It is a great pleasure to address you
young conservatives of Texas. Being young is wonderful, but to be
conservative can be difficult. In the present culture, you are often
outsiders, distrusted, even shunned by the politically correct mainstream. I
admire you and thank you for your willingness to defend conservative
principles.
My topic is the question, "Can the Traditional Family Survive
Feminism?" My
answer is, "Perhaps, but with great difficulty." In the movie Saving Private
Ryan, there is a very moving scene in which the dying leader of a group of
men that had rescued Private Ryan from behind enemy lines tells the grateful
private to "earn it." Many died in World War II so that we could live in a
better world.
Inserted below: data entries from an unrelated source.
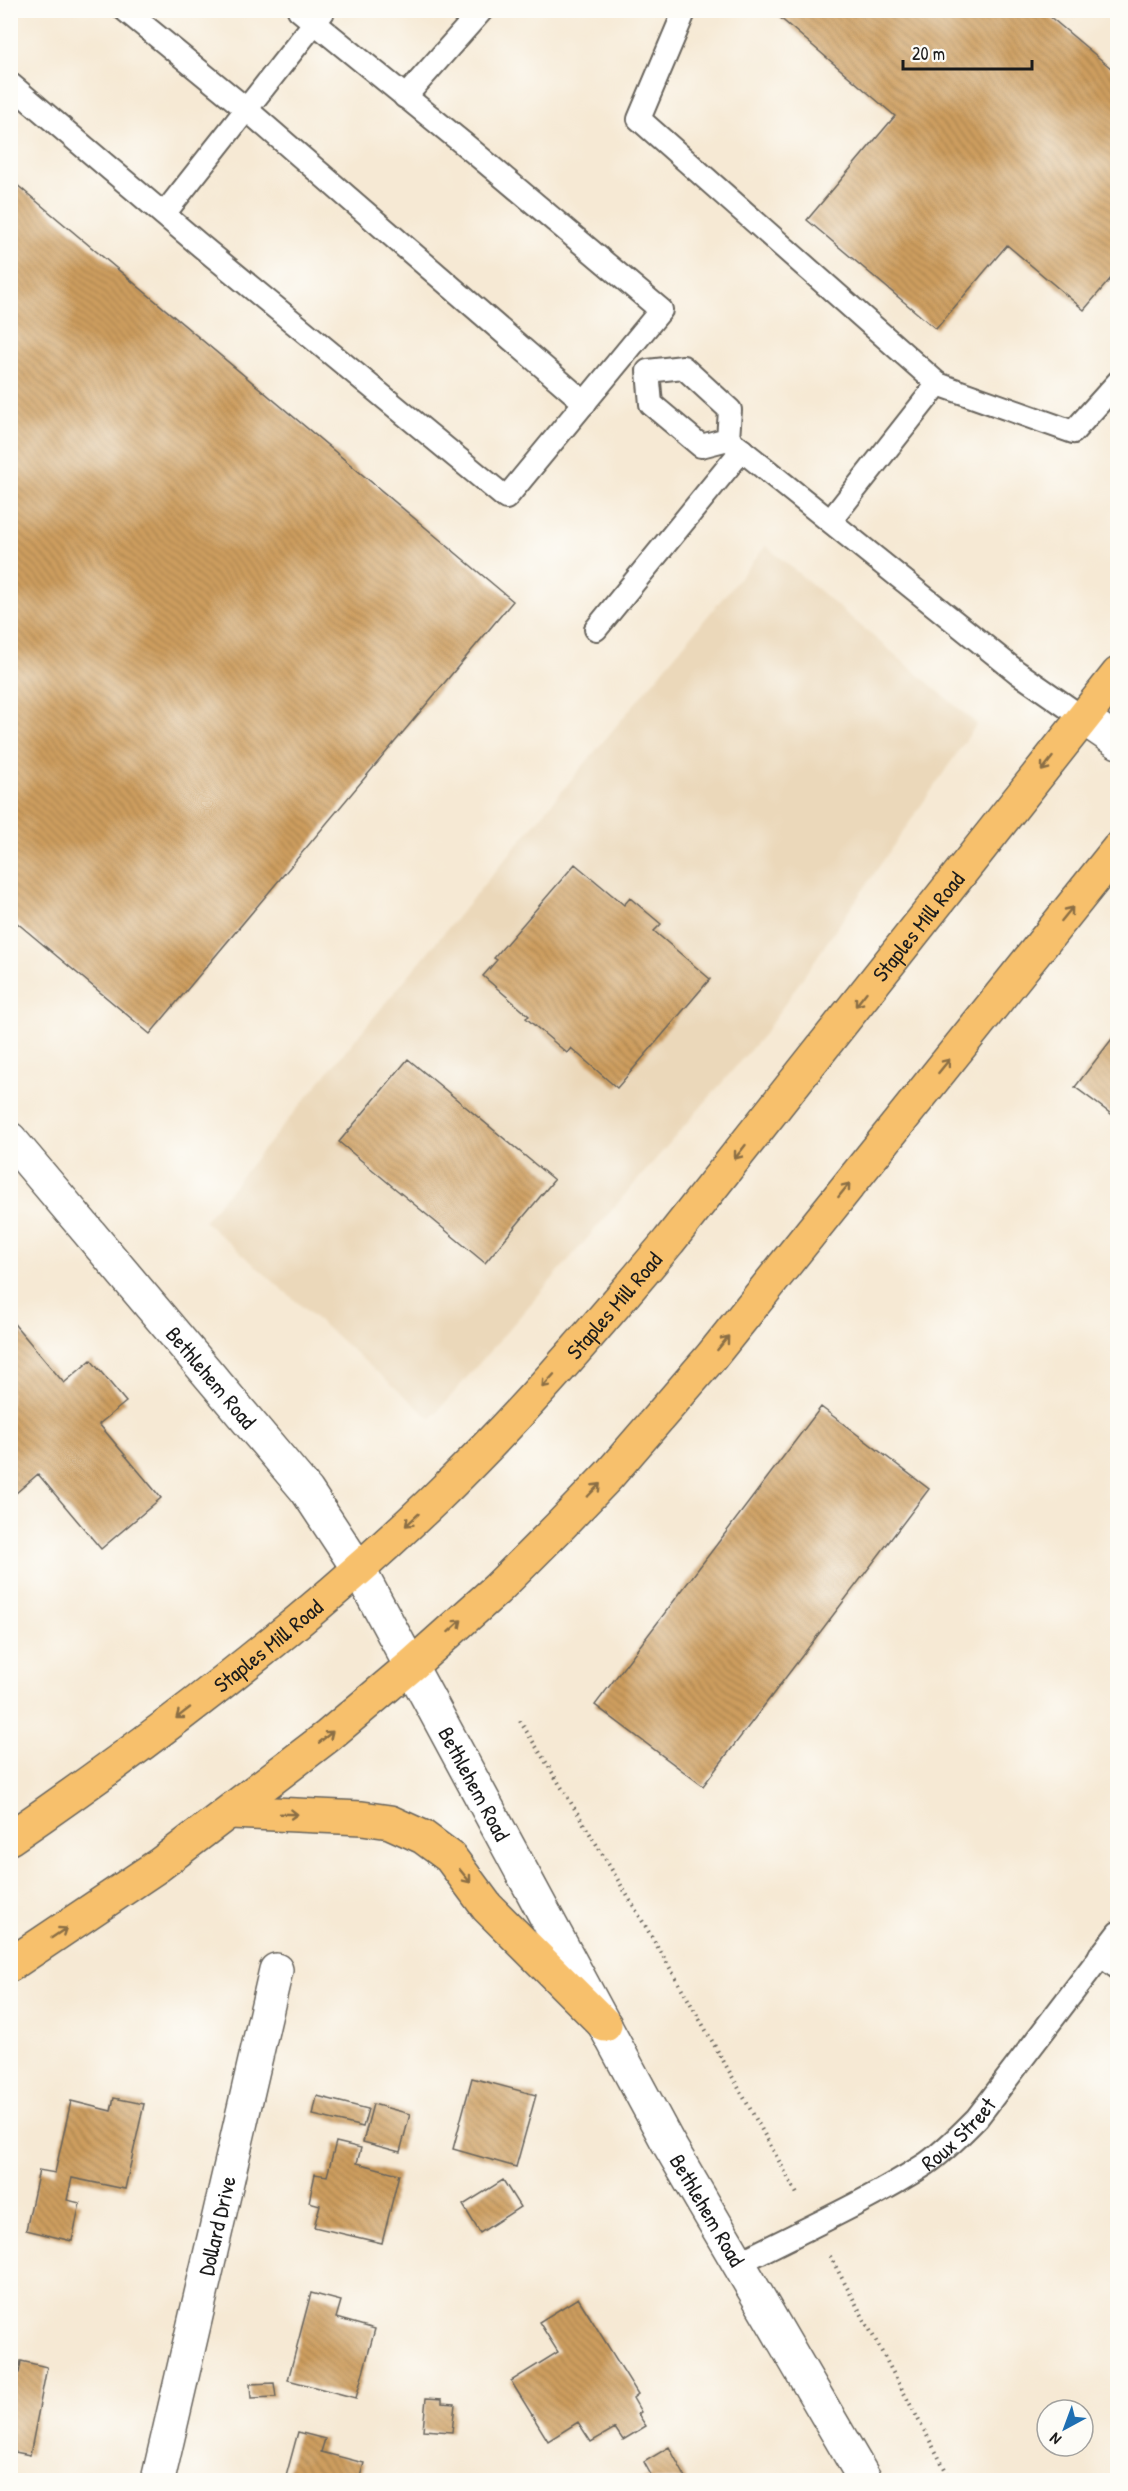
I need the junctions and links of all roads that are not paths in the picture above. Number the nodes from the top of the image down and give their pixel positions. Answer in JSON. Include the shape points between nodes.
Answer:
{"nodes":[{"id":1,"x":125,"y":10,"type":"edge"},
{"id":2,"x":482,"y":10,"type":"edge"},
{"id":3,"x":685,"y":10,"type":"edge"},
{"id":4,"x":312,"y":14,"type":"edge"},
{"id":5,"x":10,"y":84,"type":"edge"},
{"id":6,"x":405,"y":98,"type":"junction"},
{"id":7,"x":246,"y":109,"type":"junction"},
{"id":8,"x":164,"y":214,"type":"junction"},
{"id":9,"x":626,"y":354,"type":"junction"},
{"id":10,"x":648,"y":371,"type":"junction"},
{"id":11,"x":1118,"y":382,"type":"edge"},
{"id":12,"x":938,"y":384,"type":"junction"},
{"id":13,"x":585,"y":403,"type":"junction"},
{"id":14,"x":735,"y":445,"type":"junction"},
{"id":15,"x":831,"y":520,"type":"junction"},
{"id":16,"x":596,"y":629,"type":"dead end"},
{"id":17,"x":1118,"y":674,"type":"edge"},
{"id":18,"x":1083,"y":718,"type":"junction"},
{"id":19,"x":1118,"y":742,"type":"edge"},
{"id":20,"x":1118,"y":849,"type":"edge"},
{"id":21,"x":10,"y":1139,"type":"edge"},
{"id":22,"x":359,"y":1570,"type":"junction"},
{"id":23,"x":412,"y":1665,"type":"junction"},
{"id":24,"x":231,"y":1812,"type":"junction"},
{"id":25,"x":10,"y":1838,"type":"edge"},
{"id":26,"x":1118,"y":1933,"type":"edge"},
{"id":27,"x":1109,"y":1962,"type":"edge"},
{"id":28,"x":10,"y":1965,"type":"edge"},
{"id":29,"x":276,"y":1970,"type":"dead end"},
{"id":30,"x":605,"y":2025,"type":"junction"},
{"id":31,"x":739,"y":2263,"type":"junction"},
{"id":32,"x":158,"y":2481,"type":"edge"},
{"id":33,"x":865,"y":2481,"type":"edge"}],
"edges":[{"from":1,"to":7,"type":"lane"},
{"from":2,"to":6,"type":"lane"},
{"from":3,"to":12,"type":"lane","via":[[639,119]]},
{"from":4,"to":6,"type":"lane"},
{"from":4,"to":7,"type":"lane"},
{"from":5,"to":8,"type":"lane"},
{"from":6,"to":9,"type":"lane","via":[[661,310]]},
{"from":7,"to":8,"type":"lane"},
{"from":7,"to":13,"type":"lane"},
{"from":8,"to":13,"type":"lane","via":[[506,498]]},
{"from":9,"to":10,"type":"lane"},
{"from":9,"to":13,"type":"lane"},
{"from":10,"to":14,"type":"lane","via":[[651,404],[701,446]]},
{"from":10,"to":14,"type":"lane","via":[[683,368],[730,410]]},
{"from":11,"to":12,"type":"lane","via":[[1072,432]]},
{"from":12,"to":15,"type":"lane"},
{"from":14,"to":15,"type":"lane"},
{"from":14,"to":16,"type":"lane"},
{"from":15,"to":18,"type":"lane","via":[[1017,672]]},
{"from":17,"to":18,"type":"main road","name":"Staples Mill Road"},
{"from":18,"to":19,"type":"street"},
{"from":18,"to":22,"type":"main road","name":"Staples Mill Road","one_way":true,"via":[[605,1317],[436,1498]]},
{"from":23,"to":20,"type":"main road","one_way":true,"via":[[528,1558],[662,1416]]},
{"from":21,"to":22,"type":"street","name":"Bethlehem Road","via":[[307,1491]]},
{"from":22,"to":23,"type":"street","name":"Bethlehem Road"},
{"from":22,"to":25,"type":"main road","name":"Staples Mill Road","one_way":true,"via":[[263,1652],[137,1749]]},
{"from":24,"to":23,"type":"main road","one_way":true},
{"from":23,"to":30,"type":"street","name":"Bethlehem Road"},
{"from":28,"to":24,"type":"main road","one_way":true},
{"from":24,"to":30,"type":"main road","one_way":true,"via":[[362,1818],[390,1822],[423,1837],[450,1857],[487,1907]]},
{"from":26,"to":27,"type":"lane","name":"Roux Street"},
{"from":27,"to":31,"type":"lane","name":"Roux Street","via":[[977,2118],[927,2163]]},
{"from":29,"to":32,"type":"street","name":"Dollard Drive"},
{"from":30,"to":31,"type":"street","name":"Bethlehem Road"},
{"from":31,"to":33,"type":"street","name":"Bethlehem Road"}]}
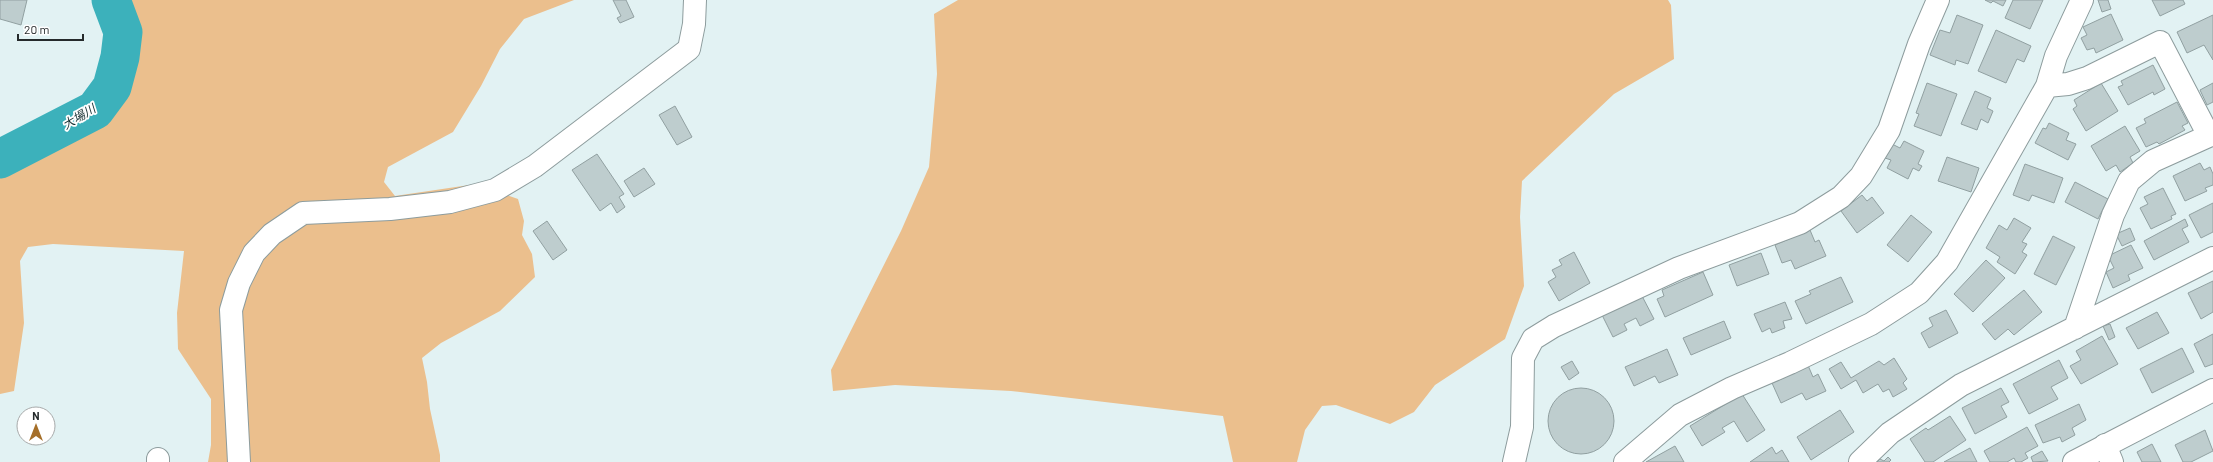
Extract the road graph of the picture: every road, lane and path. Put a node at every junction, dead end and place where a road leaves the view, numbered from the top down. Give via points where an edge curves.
1 (695, 0) edge
2 (1938, 0) edge
3 (2082, 0) edge
4 (2047, 86) junction
5 (2211, 135) edge
6 (2213, 258) edge
7 (2075, 328) junction
8 (2213, 390) edge
9 (2108, 453) edge
10 (239, 462) edge
11 (1514, 462) edge
12 (1626, 462) edge
13 (1860, 462) edge
14 (2074, 462) edge

1 - 10 street via 689,49 535,166 495,190 450,202 390,209 304,213 272,234 254,253 239,283 230,310
2 - 11 street via 1919,44 1889,130 1861,176 1841,197 1800,223 1679,268 1554,326 1534,339 1523,358 1522,427
3 - 4 street via 2056,56
4 - 5 street via 2068,84 2087,78 2160,42
4 - 12 street via 1947,262 1919,293 1871,324 1732,388 1680,415
5 - 7 street via 2153,161 2129,181 2113,215
6 - 7 street
7 - 13 street via 1961,385 1890,433
8 - 9 street
9 - 14 street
I doubt that we have earned it. The immediate post-war period
did witness our mid-century's golden age of the family, with high marriage
and birth rates, low illegitimacy, divorce, and crime rates, and the growth
of a broad and stable middle class. But then our marriage and birth rates
plummeted, while the rates of crime, unmarried cohabitation, divorce,
illegitimacy, and abortion skyrocketed. We now have the highest divorce and
abortion rates in the western world, and one out of three children born
today in this country is illegitimate.
How did such a massive change in social values occur in just two decades? No
foreign enemy, no force of nature, no economic catastrophe caused our social
and moral decline. We did this to ourselves. We trashed our own society. The
force that I indict as critically, but of course not solely, responsible for
our plight is the contemporary
feminist movement which was revived in the
1960s. As my book, Domestic Tranquility, documents, the homemaker and her
family were the primary target of a vicious and successful war waged by this
movement. Proof of that success is all around us. Two years ago, the front
page of The New York Times quoted then President Clinton's statement
praising the efforts to put welfare mothers into the work force and their
children into day care. He said: "Work is more than just a weekly paycheck";
"It is, at heart, our way of life. Work lends purpose and dignity to our
lives." In the 1950s, a president would have been far more likely to say
that the home and the family and the rearing of children--not market
work--was, at heart, our way of life, and that no other way of life could
have a higher purpose and a greater dignity than rearing one's own children
at home. Who dares make such a statement today? The latest New York Times
Style Manual tells the writer not to use the term "housewife" and to resist
using the term "homemaker" because it is "belittling." As one
psychotherapist has noted, although "1950s' culture accorded its full-time
mothers unconditional positive regard," today's "stay-at-home mothers I know
dread the question 'And what do you do?'"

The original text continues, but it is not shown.